I am trying to apply weight initialization to a fully connected network (nn.Linear). I need, however, fan_out and fan_in of this layer. By fan_out and fan_in I mean number of output neurons and input neurons, respectively. How can I access them?
@Hamid, you can check the size of the weight
matrix.
size = m.weight.size() # returns a tuple
fan_out = size[0] # number of rows
fan_in = size[1] # number of columns
@apaszke, thanks for the heads-up! I’m still new to the Python world…
Edit: apply @apaszke fix.
A small note - .size()
is also defined on Variables, so no need to unpack the data. m.weight.size()
will work too.
@Hamid, are you trying to ask something? I am not sure I understand.

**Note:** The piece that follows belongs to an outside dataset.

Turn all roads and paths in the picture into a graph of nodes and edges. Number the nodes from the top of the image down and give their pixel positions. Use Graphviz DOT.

Could you also please format your code with three backticks and the word python
, so that I can read what you posted?
@Atcold, by checking if isinstance(m, nn.Linear) it would apply to linear module, correct?
If I call the weight initialization, it would be applied to all layers?

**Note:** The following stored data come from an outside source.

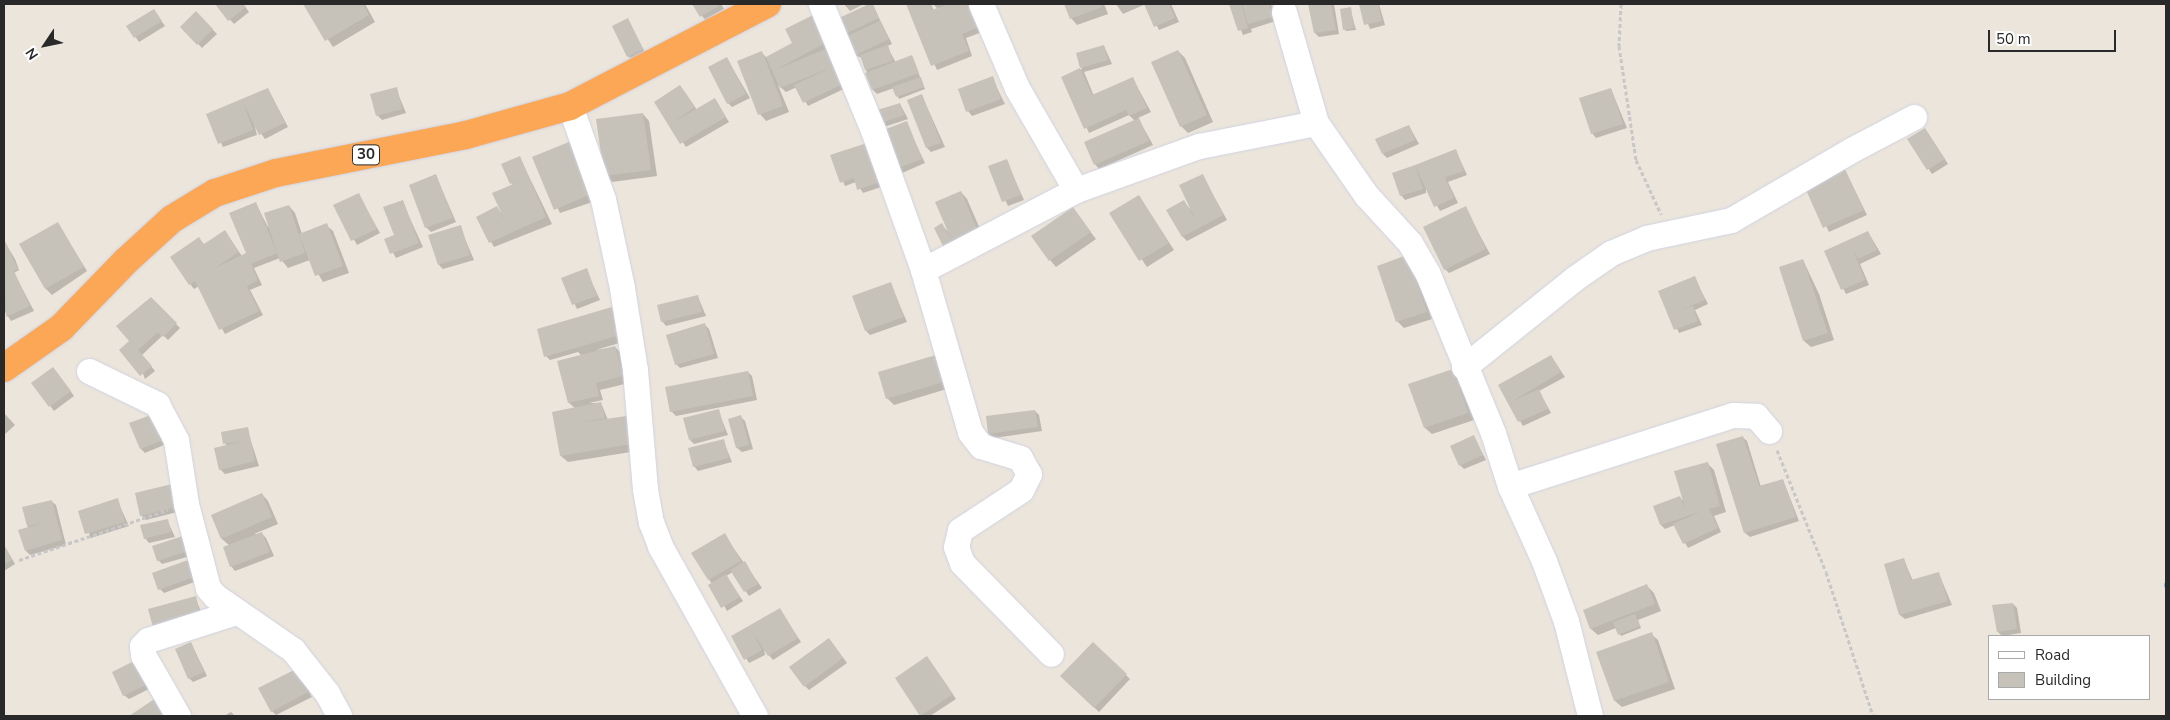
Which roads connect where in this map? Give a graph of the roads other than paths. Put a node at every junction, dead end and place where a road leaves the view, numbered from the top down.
1 (767, 4) edge
2 (821, 4) edge
3 (981, 4) edge
4 (1284, 12) dead end
5 (570, 106) junction
6 (1914, 117) dead end
7 (1316, 123) junction
8 (1076, 190) junction
9 (924, 270) junction
10 (1464, 367) junction
11 (4, 368) edge
12 (89, 371) dead end
13 (1769, 431) road end
14 (1510, 486) junction
15 (236, 612) junction
16 (1052, 654) dead end
17 (178, 716) edge
18 (339, 716) edge
19 (755, 716) edge
20 (1590, 716) edge

1 - 5 highway, 30
2 - 9 street
3 - 8 street
4 - 7 street
5 - 11 highway, 30
5 - 19 street
6 - 10 street
7 - 8 street
7 - 10 street
8 - 9 street
9 - 16 street
10 - 14 street
12 - 15 street
13 - 14 street
14 - 20 street
15 - 17 street
15 - 18 street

I have a residual module each having 2 linear layers. Then several of these modules.
my code:
def weight_init(m):
if isinstance(m, nn.Linear):
size = m.weight.size()
fan_out = size[0] # number of rows
fan_in = size[1] # number of columns
variance = np.sqrt(2.0/(fan_in + fan_out))

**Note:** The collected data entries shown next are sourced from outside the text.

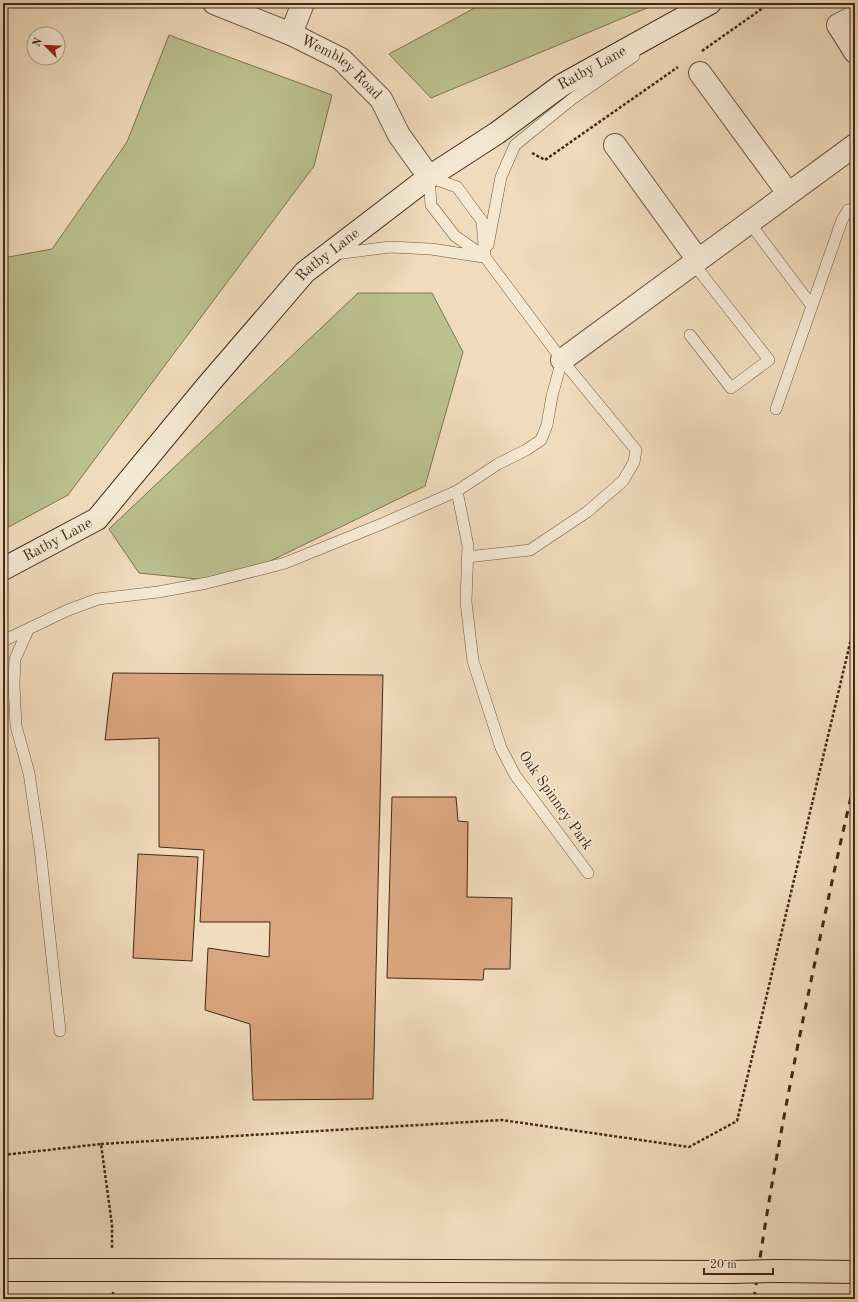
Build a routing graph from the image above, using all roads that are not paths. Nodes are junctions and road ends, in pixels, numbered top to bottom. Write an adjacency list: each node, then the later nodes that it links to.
1 (214, 3): 5 (street, Wembley Road)
2 (303, 3): 5 (street)
3 (702, 7): 10 (street, Ratby Lane); 15 (lane)
4 (855, 16): 6 (street)
5 (291, 34): 10 (street, Wembley Road)
6 (855, 52)
7 (700, 63): 11 (street)
8 (615, 145): 16 (street)
9 (855, 145): 11 (street)
10 (429, 177): 14 (street, Ratby Lane); 15 (lane); 15 (lane)
11 (788, 193): 13 (street)
12 (855, 209): 17 (lane)
13 (749, 222): 16 (street); 17 (lane)
14 (327, 255): 15 (lane); 23 (street, Ratby Lane)
15 (485, 257): 19 (lane)
16 (695, 262): 18 (lane); 19 (street)
17 (812, 306): 20 (lane)
18 (690, 335)
19 (562, 360): 21 (lane); 22 (lane)
20 (776, 409)
21 (457, 491): 22 (lane, Oak Spinney Park); 24 (lane)
22 (467, 557): 26 (lane, Oak Spinney Park)
23 (3, 569)
24 (28, 630): 25 (lane); 27 (lane)
25 (3, 641)
26 (588, 872)
27 (60, 1031)
28 (3, 1270): 29 (highway, bridge)
29 (855, 1272)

m.weight.data.normal_(0.0, variance)
class Residual(nn.Module):
def __init__(self,dropout, shape, negative_slope, BNflag = False):
super(Residual, self).__init__()
self.dropout = dropout
self.linear1 = nn.Linear(shape[0],shape[1])
self.linear2 = nn.Linear(shape[1],shape[0])
self.dropout = nn.Dropout(self.dropout)
self.BNflag = BNflag
self.batch_normlization = nn.BatchNorm1d(shape[0])
self.leakyRelu = nn.LeakyReLU(negative_slope = negative_slope , inplace=False)
def forward(self, X):
x = X
if self.BNFlag:
x = self.batch_normlization(x)
x = self.leakyRelu(x)
x = self.dropout(x)
x = self.linear1(x)
if self.BNFlag:
x = self.batch_normlization(x)
x = self.leakyRelu(x)
x = self.dropout(x)
x = self.linear2(x)
x = torch.add(x,X)
return x
class FullyCN(nn.Module):
def __init__(self, args):
super(FullyCN, self).__init__()
self.numlayers = arg.sm-num-hidden-layers
self.learning-rate= args.sm-learning-rate
self.dropout = arg.sm-dropout-prob
self.BNflag = args.sm-bn
self.shape = [args.sm-input-size,args.sm-num-hidden-units]
self.res = Residual(self.dropout,self.shape,args.sm_act_param,self.self.BNflag)
self.res(weight_init)
self.res-outpus = []
def forward(self,X):
self.res-outpus.append(self.res(X))
for i in range(self.numlayers):
self.res-outpus.append(self.res(self.res-outpus[-1]))
return self.res-outpus[-1]
sorry about confusion
Correct.
Yup. All linear layers.
Sure, it will apply the normalisation to each Module
that belongs to the class nn.Linear
.
But I have called weight_init once for the class while I call linear layers in a for loop (i.e., there are multiple sets of variables).
net = Residual() # generate an instance network from the Net class
net.apply(weights_init) # apply weight init
I’m not too sure what you’re doing with FullyCN
…
The apply
function will search recursively for all the modules inside your network, and will call the function on each of them. So all Linear
layers you have in your model will be initialized using this one call.
@Atcold, in FullyCN I use several residual modules. In another piece of code, I pass data to FullyCN which returns corresponding output via its forward function.